## TASK STATEMENT:
Please report each line in the material below that includes "screen".
╭──
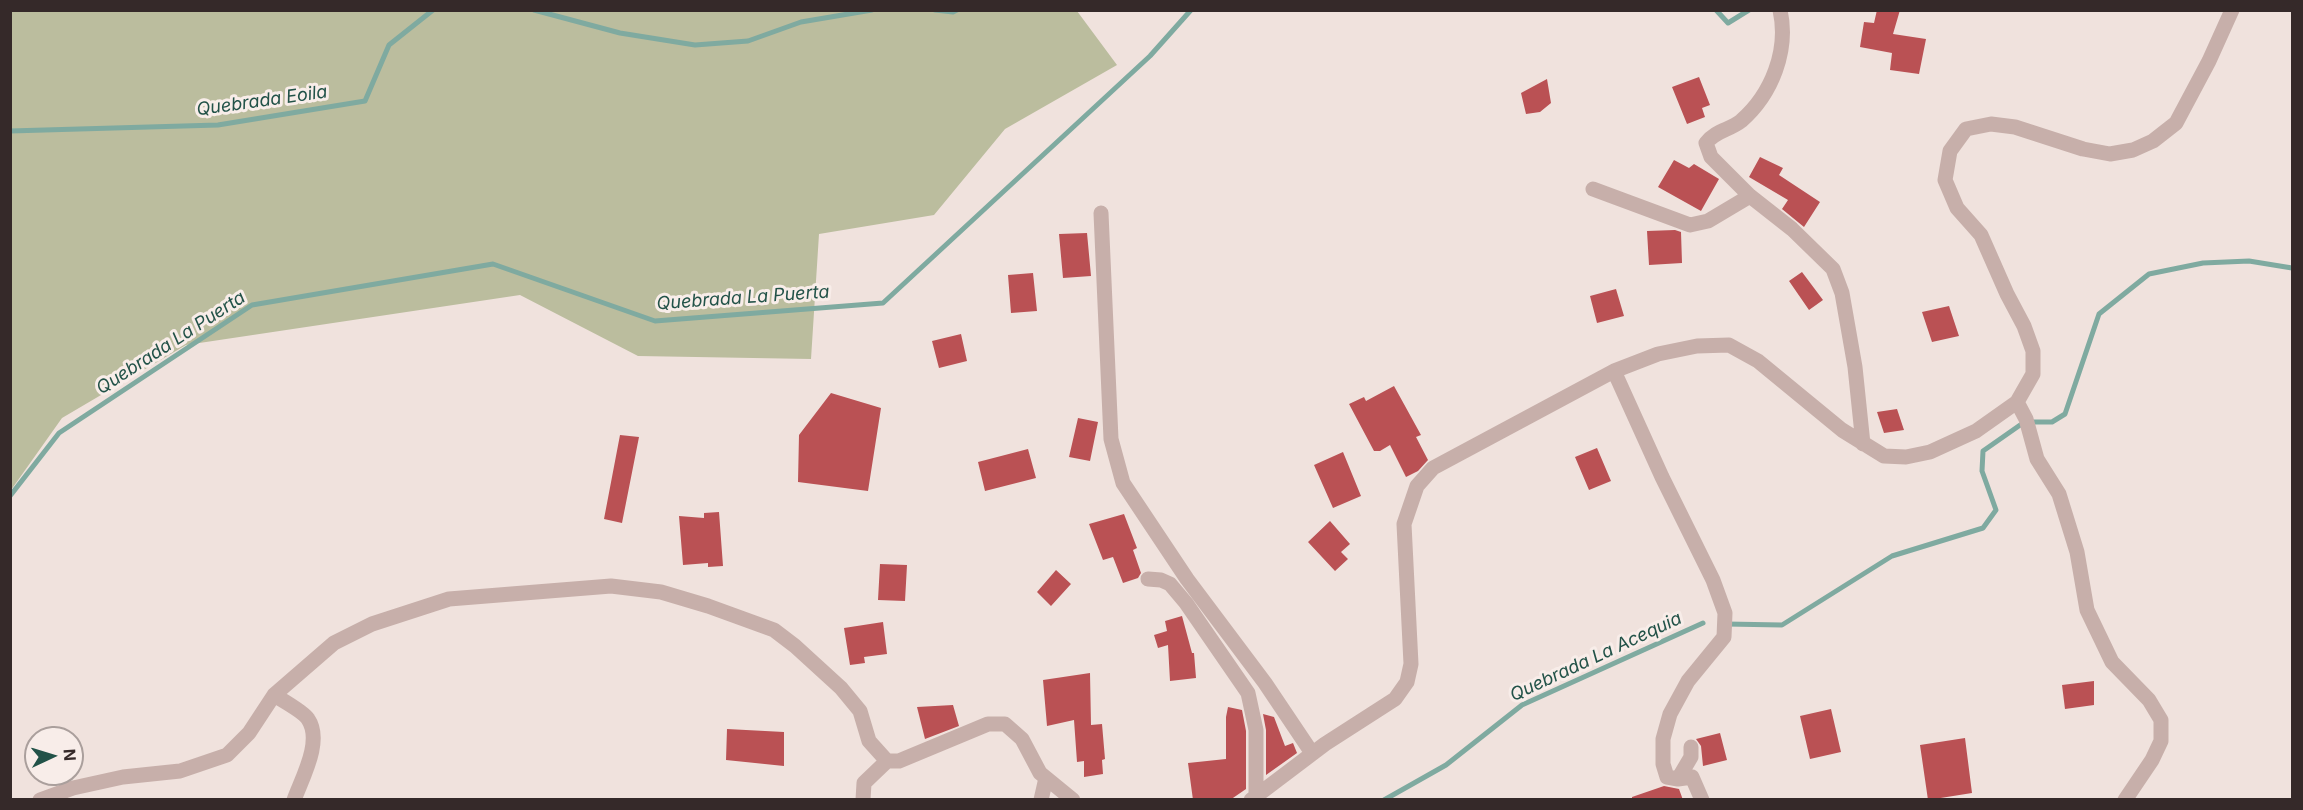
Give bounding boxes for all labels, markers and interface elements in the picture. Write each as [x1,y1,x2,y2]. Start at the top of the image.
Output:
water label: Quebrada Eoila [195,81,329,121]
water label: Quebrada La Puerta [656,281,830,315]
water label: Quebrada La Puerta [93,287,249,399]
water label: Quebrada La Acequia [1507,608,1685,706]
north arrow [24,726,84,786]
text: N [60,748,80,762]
╰──
╭──
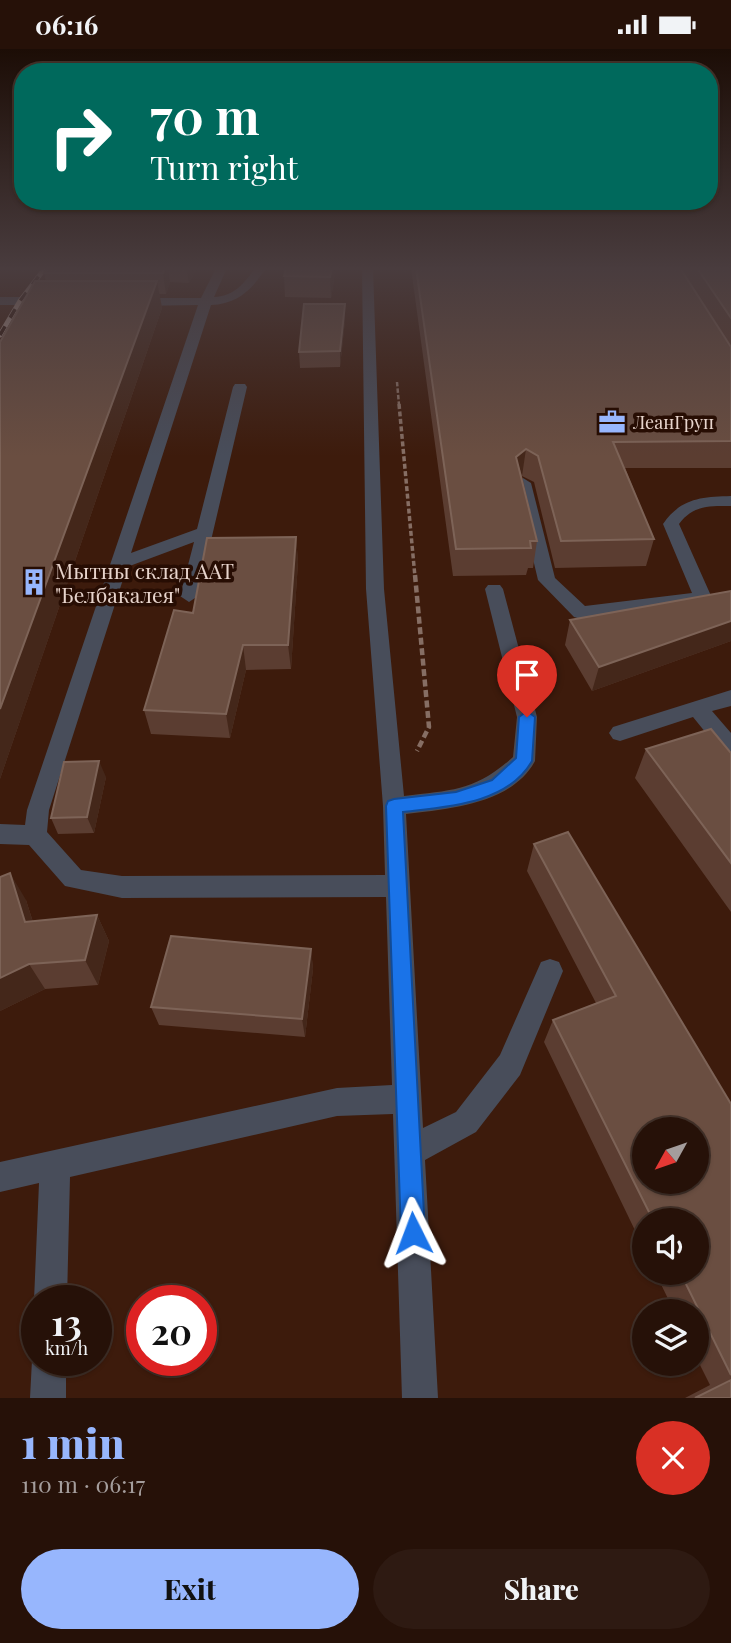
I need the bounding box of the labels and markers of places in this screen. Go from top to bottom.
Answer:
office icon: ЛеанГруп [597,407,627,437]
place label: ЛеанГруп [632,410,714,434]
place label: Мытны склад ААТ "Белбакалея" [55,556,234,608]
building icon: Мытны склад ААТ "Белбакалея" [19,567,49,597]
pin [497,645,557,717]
╰──
╭──
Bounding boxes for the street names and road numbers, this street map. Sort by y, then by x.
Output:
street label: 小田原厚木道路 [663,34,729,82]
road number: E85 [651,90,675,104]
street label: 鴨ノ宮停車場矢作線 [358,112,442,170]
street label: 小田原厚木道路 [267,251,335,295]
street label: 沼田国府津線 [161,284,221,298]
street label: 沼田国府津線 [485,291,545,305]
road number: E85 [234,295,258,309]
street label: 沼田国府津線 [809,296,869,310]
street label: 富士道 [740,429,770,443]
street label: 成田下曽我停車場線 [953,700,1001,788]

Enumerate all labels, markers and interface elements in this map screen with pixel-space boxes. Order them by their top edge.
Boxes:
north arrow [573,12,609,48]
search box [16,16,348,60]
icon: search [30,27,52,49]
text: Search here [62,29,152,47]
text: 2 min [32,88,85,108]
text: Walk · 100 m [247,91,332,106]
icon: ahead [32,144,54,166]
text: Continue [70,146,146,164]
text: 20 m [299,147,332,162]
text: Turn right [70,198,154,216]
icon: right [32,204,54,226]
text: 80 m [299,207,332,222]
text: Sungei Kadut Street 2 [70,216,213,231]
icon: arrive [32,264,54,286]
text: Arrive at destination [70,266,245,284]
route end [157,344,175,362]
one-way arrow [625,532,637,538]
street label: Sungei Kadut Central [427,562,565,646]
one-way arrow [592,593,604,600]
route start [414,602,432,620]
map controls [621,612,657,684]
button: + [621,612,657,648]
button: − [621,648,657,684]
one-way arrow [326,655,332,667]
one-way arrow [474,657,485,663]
╰──
## YOUR RESPONSE:
I need the bounding box of the labels and markers of places in this screen. Go from top to bottom.
Enumerate all labels, markers and interface elements in this map screen with pixel-space boxes. Order them by their top edge.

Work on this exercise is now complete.